(WHAT YOU HAVE TO DO)
Every single entry must be restated word for word.

(DATA FOR PROCESSING)
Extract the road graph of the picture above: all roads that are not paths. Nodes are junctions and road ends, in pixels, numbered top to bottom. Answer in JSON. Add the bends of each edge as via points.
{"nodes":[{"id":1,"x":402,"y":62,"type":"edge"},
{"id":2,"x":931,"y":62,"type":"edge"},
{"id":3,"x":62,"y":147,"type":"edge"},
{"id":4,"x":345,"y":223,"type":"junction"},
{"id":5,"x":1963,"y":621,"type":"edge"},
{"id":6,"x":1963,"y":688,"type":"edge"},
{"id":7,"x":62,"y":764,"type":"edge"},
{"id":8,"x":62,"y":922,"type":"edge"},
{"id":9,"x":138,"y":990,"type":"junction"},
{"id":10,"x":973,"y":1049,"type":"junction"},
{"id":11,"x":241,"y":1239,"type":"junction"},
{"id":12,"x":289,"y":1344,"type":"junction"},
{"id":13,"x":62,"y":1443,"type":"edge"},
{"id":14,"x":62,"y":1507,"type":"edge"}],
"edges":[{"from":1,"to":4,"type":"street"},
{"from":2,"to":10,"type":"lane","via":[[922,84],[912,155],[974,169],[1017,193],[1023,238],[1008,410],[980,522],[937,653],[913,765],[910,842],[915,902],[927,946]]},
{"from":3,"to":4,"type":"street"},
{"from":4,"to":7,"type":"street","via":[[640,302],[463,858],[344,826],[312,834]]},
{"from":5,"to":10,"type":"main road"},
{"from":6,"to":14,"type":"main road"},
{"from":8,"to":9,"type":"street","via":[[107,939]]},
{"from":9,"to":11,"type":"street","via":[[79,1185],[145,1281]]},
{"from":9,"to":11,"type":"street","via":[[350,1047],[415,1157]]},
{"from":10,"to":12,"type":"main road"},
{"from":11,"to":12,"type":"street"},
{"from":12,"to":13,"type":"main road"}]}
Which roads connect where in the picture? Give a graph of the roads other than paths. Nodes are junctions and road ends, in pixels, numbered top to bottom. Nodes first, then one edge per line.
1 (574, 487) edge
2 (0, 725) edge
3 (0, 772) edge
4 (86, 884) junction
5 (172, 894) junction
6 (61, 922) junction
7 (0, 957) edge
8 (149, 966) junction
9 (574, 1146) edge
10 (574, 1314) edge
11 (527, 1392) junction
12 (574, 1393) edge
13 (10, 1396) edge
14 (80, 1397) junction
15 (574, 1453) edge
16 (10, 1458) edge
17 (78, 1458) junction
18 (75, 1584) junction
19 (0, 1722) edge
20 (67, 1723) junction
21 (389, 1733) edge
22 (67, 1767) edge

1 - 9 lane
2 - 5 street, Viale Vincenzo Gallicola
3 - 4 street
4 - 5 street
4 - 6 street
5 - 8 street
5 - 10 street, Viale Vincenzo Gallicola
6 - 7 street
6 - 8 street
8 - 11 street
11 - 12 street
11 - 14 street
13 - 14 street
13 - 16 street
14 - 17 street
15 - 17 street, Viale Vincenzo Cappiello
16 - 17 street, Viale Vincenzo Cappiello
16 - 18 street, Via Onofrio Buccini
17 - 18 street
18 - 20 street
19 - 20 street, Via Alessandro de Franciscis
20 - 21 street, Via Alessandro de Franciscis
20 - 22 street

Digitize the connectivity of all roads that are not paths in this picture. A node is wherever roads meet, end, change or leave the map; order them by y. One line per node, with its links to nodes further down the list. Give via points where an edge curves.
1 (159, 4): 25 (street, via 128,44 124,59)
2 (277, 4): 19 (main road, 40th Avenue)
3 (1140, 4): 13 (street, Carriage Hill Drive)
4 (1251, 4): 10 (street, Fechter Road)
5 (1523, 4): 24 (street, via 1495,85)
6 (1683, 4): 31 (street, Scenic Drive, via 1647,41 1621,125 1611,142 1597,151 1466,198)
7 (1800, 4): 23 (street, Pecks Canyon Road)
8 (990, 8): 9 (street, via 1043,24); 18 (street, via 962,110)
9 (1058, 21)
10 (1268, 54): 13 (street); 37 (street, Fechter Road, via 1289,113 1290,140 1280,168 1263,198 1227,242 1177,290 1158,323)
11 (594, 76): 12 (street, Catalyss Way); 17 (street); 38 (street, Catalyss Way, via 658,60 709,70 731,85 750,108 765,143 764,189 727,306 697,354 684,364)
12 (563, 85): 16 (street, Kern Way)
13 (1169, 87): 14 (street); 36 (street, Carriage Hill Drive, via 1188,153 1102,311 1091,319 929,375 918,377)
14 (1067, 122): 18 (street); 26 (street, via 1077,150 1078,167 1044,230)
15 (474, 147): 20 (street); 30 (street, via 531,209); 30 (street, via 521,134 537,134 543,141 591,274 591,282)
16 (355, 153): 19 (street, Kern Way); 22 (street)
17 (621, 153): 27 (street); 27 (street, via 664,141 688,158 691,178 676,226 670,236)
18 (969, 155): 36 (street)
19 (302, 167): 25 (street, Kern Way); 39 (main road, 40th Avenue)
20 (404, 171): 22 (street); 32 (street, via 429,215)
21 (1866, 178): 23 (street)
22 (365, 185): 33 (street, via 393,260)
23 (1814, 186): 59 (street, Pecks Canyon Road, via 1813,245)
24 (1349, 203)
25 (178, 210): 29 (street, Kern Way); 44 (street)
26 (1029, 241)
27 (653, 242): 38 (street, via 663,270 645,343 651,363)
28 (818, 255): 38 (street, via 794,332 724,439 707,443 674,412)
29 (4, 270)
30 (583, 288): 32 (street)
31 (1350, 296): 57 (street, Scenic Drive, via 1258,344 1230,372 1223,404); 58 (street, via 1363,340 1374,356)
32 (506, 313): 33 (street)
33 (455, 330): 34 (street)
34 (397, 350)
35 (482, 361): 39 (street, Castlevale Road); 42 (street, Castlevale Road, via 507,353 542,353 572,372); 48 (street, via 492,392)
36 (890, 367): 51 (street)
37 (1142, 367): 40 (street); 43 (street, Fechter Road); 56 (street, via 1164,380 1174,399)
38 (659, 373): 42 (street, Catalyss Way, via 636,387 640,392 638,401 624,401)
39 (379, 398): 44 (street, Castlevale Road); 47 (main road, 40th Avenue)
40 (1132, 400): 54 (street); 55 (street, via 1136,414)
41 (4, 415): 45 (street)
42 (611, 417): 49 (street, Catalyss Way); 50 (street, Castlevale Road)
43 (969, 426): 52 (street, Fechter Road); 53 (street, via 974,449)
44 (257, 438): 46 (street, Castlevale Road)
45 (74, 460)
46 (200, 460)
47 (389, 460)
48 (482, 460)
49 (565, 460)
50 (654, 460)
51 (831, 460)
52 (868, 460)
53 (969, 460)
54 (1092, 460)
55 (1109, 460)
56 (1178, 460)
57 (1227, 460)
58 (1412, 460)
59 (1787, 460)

(TASK RESPONSE)
Extract the road graph of the picture above: all roads that are not paths. Nodes are junctions and road ends, in pixels, numbered top to bottom. Answer in JSON. Add the bends of each edge as via points.
{"nodes":[{"id":1,"x":402,"y":62,"type":"edge"},
{"id":2,"x":931,"y":62,"type":"edge"},
{"id":3,"x":62,"y":147,"type":"edge"},
{"id":4,"x":345,"y":223,"type":"junction"},
{"id":5,"x":1963,"y":621,"type":"edge"},
{"id":6,"x":1963,"y":688,"type":"edge"},
{"id":7,"x":62,"y":764,"type":"edge"},
{"id":8,"x":62,"y":922,"type":"edge"},
{"id":9,"x":138,"y":990,"type":"junction"},
{"id":10,"x":973,"y":1049,"type":"junction"},
{"id":11,"x":241,"y":1239,"type":"junction"},
{"id":12,"x":289,"y":1344,"type":"junction"},
{"id":13,"x":62,"y":1443,"type":"edge"},
{"id":14,"x":62,"y":1507,"type":"edge"}],
"edges":[{"from":1,"to":4,"type":"street"},
{"from":2,"to":10,"type":"lane","via":[[922,84],[912,155],[974,169],[1017,193],[1023,238],[1008,410],[980,522],[937,653],[913,765],[910,842],[915,902],[927,946]]},
{"from":3,"to":4,"type":"street"},
{"from":4,"to":7,"type":"street","via":[[640,302],[463,858],[344,826],[312,834]]},
{"from":5,"to":10,"type":"main road"},
{"from":6,"to":14,"type":"main road"},
{"from":8,"to":9,"type":"street","via":[[107,939]]},
{"from":9,"to":11,"type":"street","via":[[79,1185],[145,1281]]},
{"from":9,"to":11,"type":"street","via":[[350,1047],[415,1157]]},
{"from":10,"to":12,"type":"main road"},
{"from":11,"to":12,"type":"street"},
{"from":12,"to":13,"type":"main road"}]}
Which roads connect where in the picture? Give a graph of the roads other than paths. Nodes are junctions and road ends, in pixels, numbered top to bottom. Nodes first, then one edge per line.
1 (574, 487) edge
2 (0, 725) edge
3 (0, 772) edge
4 (86, 884) junction
5 (172, 894) junction
6 (61, 922) junction
7 (0, 957) edge
8 (149, 966) junction
9 (574, 1146) edge
10 (574, 1314) edge
11 (527, 1392) junction
12 (574, 1393) edge
13 (10, 1396) edge
14 (80, 1397) junction
15 (574, 1453) edge
16 (10, 1458) edge
17 (78, 1458) junction
18 (75, 1584) junction
19 (0, 1722) edge
20 (67, 1723) junction
21 (389, 1733) edge
22 (67, 1767) edge

1 - 9 lane
2 - 5 street, Viale Vincenzo Gallicola
3 - 4 street
4 - 5 street
4 - 6 street
5 - 8 street
5 - 10 street, Viale Vincenzo Gallicola
6 - 7 street
6 - 8 street
8 - 11 street
11 - 12 street
11 - 14 street
13 - 14 street
13 - 16 street
14 - 17 street
15 - 17 street, Viale Vincenzo Cappiello
16 - 17 street, Viale Vincenzo Cappiello
16 - 18 street, Via Onofrio Buccini
17 - 18 street
18 - 20 street
19 - 20 street, Via Alessandro de Franciscis
20 - 21 street, Via Alessandro de Franciscis
20 - 22 street

Digitize the connectivity of all roads that are not paths in this picture. A node is wherever roads meet, end, change or leave the map; order them by y. One line per node, with its links to nodes further down the list. Give via points where an edge curves.
1 (159, 4): 25 (street, via 128,44 124,59)
2 (277, 4): 19 (main road, 40th Avenue)
3 (1140, 4): 13 (street, Carriage Hill Drive)
4 (1251, 4): 10 (street, Fechter Road)
5 (1523, 4): 24 (street, via 1495,85)
6 (1683, 4): 31 (street, Scenic Drive, via 1647,41 1621,125 1611,142 1597,151 1466,198)
7 (1800, 4): 23 (street, Pecks Canyon Road)
8 (990, 8): 9 (street, via 1043,24); 18 (street, via 962,110)
9 (1058, 21)
10 (1268, 54): 13 (street); 37 (street, Fechter Road, via 1289,113 1290,140 1280,168 1263,198 1227,242 1177,290 1158,323)
11 (594, 76): 12 (street, Catalyss Way); 17 (street); 38 (street, Catalyss Way, via 658,60 709,70 731,85 750,108 765,143 764,189 727,306 697,354 684,364)
12 (563, 85): 16 (street, Kern Way)
13 (1169, 87): 14 (street); 36 (street, Carriage Hill Drive, via 1188,153 1102,311 1091,319 929,375 918,377)
14 (1067, 122): 18 (street); 26 (street, via 1077,150 1078,167 1044,230)
15 (474, 147): 20 (street); 30 (street, via 531,209); 30 (street, via 521,134 537,134 543,141 591,274 591,282)
16 (355, 153): 19 (street, Kern Way); 22 (street)
17 (621, 153): 27 (street); 27 (street, via 664,141 688,158 691,178 676,226 670,236)
18 (969, 155): 36 (street)
19 (302, 167): 25 (street, Kern Way); 39 (main road, 40th Avenue)
20 (404, 171): 22 (street); 32 (street, via 429,215)
21 (1866, 178): 23 (street)
22 (365, 185): 33 (street, via 393,260)
23 (1814, 186): 59 (street, Pecks Canyon Road, via 1813,245)
24 (1349, 203)
25 (178, 210): 29 (street, Kern Way); 44 (street)
26 (1029, 241)
27 (653, 242): 38 (street, via 663,270 645,343 651,363)
28 (818, 255): 38 (street, via 794,332 724,439 707,443 674,412)
29 (4, 270)
30 (583, 288): 32 (street)
31 (1350, 296): 57 (street, Scenic Drive, via 1258,344 1230,372 1223,404); 58 (street, via 1363,340 1374,356)
32 (506, 313): 33 (street)
33 (455, 330): 34 (street)
34 (397, 350)
35 (482, 361): 39 (street, Castlevale Road); 42 (street, Castlevale Road, via 507,353 542,353 572,372); 48 (street, via 492,392)
36 (890, 367): 51 (street)
37 (1142, 367): 40 (street); 43 (street, Fechter Road); 56 (street, via 1164,380 1174,399)
38 (659, 373): 42 (street, Catalyss Way, via 636,387 640,392 638,401 624,401)
39 (379, 398): 44 (street, Castlevale Road); 47 (main road, 40th Avenue)
40 (1132, 400): 54 (street); 55 (street, via 1136,414)
41 (4, 415): 45 (street)
42 (611, 417): 49 (street, Catalyss Way); 50 (street, Castlevale Road)
43 (969, 426): 52 (street, Fechter Road); 53 (street, via 974,449)
44 (257, 438): 46 (street, Castlevale Road)
45 (74, 460)
46 (200, 460)
47 (389, 460)
48 (482, 460)
49 (565, 460)
50 (654, 460)
51 (831, 460)
52 (868, 460)
53 (969, 460)
54 (1092, 460)
55 (1109, 460)
56 (1178, 460)
57 (1227, 460)
58 (1412, 460)
59 (1787, 460)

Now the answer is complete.